Это был последний год моего обучения в школе искусств. Еще немного, и мне предстояло оказаться на распутье дорог, выбрать одну, по которой мне предстояло пойти в свое будущее. Отец хотел, чтобы я продолжала свое обучение в Руаде. Я же хотела поехать в Орихон, чтобы выбраться, наконец, из-под родительской опеки и хотя бы немного пожить самостоятельной жизнью. Конечно, за мной бы присматривали и в Орихоне, но, все же, не так, как в Руаде. Речь шла об обучении в высшей школе искусств, которая находится в самом Руаде, а не в магистериуме. А я хотела попробовать заняться чем-то еще. Чем-то, что сможет сделать меня чуть более самостоятельной, а не просто поющей птичкой, как иногда ласково называл меня отец.

Но та встреча, она изменила все. Он понравился мне с первого взгляда. И хотя он был старше меня и много выше по положению в обществе, это не могло заставить меня перестать думать о нем. Грезить о нем. Я понимала, что все это было пустыми мечтами, но не могла остановиться. Да, он был тем, с кем я никогда не должна была больше встретиться, но мысли о том, кто покорил мое глупое сердце одним взглядом, стали спасением в череде длинных пустых дней.
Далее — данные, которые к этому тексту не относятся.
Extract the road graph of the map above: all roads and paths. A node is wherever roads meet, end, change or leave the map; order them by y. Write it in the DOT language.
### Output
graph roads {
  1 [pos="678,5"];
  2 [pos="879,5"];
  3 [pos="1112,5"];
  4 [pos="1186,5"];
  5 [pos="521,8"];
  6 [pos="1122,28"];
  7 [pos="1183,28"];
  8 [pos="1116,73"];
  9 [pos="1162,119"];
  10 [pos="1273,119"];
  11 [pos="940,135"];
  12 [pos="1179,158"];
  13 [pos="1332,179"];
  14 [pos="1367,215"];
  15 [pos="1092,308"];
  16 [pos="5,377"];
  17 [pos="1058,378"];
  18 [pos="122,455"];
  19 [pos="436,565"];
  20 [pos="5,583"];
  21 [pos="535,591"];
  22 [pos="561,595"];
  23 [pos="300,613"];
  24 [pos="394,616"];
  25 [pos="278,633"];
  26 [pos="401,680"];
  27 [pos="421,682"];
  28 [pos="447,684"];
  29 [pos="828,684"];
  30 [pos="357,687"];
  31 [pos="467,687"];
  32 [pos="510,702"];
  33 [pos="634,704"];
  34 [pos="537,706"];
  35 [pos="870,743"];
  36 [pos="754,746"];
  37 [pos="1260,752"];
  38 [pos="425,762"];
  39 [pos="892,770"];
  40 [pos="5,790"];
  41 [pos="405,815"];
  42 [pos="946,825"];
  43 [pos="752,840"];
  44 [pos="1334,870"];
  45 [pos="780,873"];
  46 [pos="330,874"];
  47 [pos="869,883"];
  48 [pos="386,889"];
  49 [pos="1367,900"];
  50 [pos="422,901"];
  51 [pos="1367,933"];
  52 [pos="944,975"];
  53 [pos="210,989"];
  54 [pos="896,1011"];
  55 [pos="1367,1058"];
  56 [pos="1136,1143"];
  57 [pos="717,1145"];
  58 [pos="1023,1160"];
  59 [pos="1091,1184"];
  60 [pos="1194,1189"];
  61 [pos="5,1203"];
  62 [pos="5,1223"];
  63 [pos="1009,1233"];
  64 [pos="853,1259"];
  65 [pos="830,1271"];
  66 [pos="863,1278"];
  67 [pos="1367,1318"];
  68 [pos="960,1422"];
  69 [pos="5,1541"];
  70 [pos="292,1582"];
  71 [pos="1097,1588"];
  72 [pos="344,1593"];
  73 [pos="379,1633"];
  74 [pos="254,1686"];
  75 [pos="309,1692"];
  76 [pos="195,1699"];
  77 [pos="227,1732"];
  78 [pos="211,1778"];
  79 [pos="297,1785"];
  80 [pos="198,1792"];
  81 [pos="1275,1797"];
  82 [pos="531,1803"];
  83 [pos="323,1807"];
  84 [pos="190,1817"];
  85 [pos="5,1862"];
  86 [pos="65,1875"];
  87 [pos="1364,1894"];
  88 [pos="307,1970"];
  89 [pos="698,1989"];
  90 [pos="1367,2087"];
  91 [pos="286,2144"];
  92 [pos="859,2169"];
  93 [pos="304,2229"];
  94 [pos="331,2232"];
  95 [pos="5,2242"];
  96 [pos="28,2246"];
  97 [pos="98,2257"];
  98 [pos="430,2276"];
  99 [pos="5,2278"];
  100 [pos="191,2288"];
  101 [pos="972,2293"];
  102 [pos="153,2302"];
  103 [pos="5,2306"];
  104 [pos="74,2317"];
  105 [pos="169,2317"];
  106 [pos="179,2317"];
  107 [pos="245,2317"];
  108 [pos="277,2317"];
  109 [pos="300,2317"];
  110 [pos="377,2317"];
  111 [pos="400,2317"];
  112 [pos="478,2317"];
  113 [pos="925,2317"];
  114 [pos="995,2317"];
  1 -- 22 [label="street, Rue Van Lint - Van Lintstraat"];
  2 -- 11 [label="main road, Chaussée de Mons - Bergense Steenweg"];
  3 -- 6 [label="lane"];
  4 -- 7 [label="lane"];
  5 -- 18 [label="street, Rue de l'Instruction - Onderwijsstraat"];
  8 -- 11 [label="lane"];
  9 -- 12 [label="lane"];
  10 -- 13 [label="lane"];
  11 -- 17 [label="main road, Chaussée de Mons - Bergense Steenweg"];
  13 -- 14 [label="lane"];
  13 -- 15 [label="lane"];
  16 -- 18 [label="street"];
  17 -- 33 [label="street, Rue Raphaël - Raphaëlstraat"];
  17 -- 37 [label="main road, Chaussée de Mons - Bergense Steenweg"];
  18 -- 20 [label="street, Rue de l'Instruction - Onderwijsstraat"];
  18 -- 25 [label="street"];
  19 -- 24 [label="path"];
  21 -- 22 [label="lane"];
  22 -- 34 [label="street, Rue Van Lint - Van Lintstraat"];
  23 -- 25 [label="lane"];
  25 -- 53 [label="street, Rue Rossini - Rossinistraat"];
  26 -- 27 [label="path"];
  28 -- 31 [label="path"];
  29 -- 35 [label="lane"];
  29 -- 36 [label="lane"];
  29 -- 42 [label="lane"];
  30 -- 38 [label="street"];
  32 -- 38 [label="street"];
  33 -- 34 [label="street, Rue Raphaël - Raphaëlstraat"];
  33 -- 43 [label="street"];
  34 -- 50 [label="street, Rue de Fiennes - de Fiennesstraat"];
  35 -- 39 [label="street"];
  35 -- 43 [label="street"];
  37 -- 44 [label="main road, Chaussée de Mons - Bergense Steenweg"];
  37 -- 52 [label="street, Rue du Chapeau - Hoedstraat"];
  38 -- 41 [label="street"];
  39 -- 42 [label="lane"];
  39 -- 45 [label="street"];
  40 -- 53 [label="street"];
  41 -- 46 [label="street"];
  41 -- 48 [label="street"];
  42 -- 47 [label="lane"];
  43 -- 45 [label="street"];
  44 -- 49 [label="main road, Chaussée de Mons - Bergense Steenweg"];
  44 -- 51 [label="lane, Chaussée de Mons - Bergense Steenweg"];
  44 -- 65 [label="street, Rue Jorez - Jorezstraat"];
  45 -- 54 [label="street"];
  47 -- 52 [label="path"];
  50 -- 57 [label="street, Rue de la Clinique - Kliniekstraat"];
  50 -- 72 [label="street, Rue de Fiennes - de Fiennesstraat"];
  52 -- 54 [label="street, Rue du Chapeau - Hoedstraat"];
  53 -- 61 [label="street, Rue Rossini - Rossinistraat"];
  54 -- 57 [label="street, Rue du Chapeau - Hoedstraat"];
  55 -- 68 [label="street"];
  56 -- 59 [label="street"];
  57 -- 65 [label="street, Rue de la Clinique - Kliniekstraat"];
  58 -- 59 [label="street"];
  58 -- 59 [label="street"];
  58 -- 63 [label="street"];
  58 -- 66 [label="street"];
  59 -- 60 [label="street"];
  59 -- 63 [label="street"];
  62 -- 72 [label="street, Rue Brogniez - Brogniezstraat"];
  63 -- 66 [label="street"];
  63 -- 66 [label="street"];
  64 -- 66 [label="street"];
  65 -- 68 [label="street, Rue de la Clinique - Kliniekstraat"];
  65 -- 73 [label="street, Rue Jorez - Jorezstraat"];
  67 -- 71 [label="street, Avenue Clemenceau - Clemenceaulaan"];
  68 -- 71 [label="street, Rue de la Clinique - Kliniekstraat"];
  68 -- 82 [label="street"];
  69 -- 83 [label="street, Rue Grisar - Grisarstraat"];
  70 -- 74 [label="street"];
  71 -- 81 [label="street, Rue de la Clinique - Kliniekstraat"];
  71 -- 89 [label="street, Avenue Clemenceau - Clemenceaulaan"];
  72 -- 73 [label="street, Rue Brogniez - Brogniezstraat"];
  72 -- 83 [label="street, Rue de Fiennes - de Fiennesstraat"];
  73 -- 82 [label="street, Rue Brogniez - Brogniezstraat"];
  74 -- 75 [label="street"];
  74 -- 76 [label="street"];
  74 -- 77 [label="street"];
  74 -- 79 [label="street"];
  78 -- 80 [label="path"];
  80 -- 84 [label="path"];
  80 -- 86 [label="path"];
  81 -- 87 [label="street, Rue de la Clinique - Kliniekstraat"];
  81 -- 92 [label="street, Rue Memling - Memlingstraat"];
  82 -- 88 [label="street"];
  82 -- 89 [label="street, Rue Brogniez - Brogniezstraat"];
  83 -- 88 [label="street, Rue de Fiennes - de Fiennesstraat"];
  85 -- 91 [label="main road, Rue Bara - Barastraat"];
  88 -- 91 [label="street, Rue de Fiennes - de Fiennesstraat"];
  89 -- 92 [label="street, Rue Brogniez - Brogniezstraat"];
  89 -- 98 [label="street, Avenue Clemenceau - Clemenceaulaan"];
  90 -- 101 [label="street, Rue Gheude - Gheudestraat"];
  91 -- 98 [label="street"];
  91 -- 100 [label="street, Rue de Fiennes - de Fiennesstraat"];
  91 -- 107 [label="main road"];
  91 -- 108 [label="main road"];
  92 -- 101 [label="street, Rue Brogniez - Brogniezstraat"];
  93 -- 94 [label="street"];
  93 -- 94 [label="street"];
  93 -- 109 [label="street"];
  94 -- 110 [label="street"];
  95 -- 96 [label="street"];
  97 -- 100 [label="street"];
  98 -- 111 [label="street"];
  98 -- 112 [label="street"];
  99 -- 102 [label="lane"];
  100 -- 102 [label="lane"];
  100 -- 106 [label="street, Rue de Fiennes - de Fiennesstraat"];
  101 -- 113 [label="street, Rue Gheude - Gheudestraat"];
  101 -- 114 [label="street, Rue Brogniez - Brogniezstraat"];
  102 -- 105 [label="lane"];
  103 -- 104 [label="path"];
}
А потом я в составе других выпускников школы искусств выступала на торжественном приеме, устроенном в посольстве Руада. И он был там. Я пела, смотря только на него, а он не отрывал взгляда от моего лица.

С того дня все и началось. Мой голос стал меняться. Точнее, сам голос остался прежним, но я начала чувствовать изменения, которые происходили с окружающими, когда я пела. Они плакали, когда я пела о неразделенной любви, и улыбались, когда мои песни были о счастье. Как будто в моем голосе появилось что-то, что могло непосредственно влиять на их эмоции. Конечно, можно было подумать, что это просто мое пение стало более выразительным. Но слезы, блеснувшие в глазах всегда строгого и невозмутимого дирижера хора, когда я пела об утраченном доме, доказали мне, что мое предположение верно.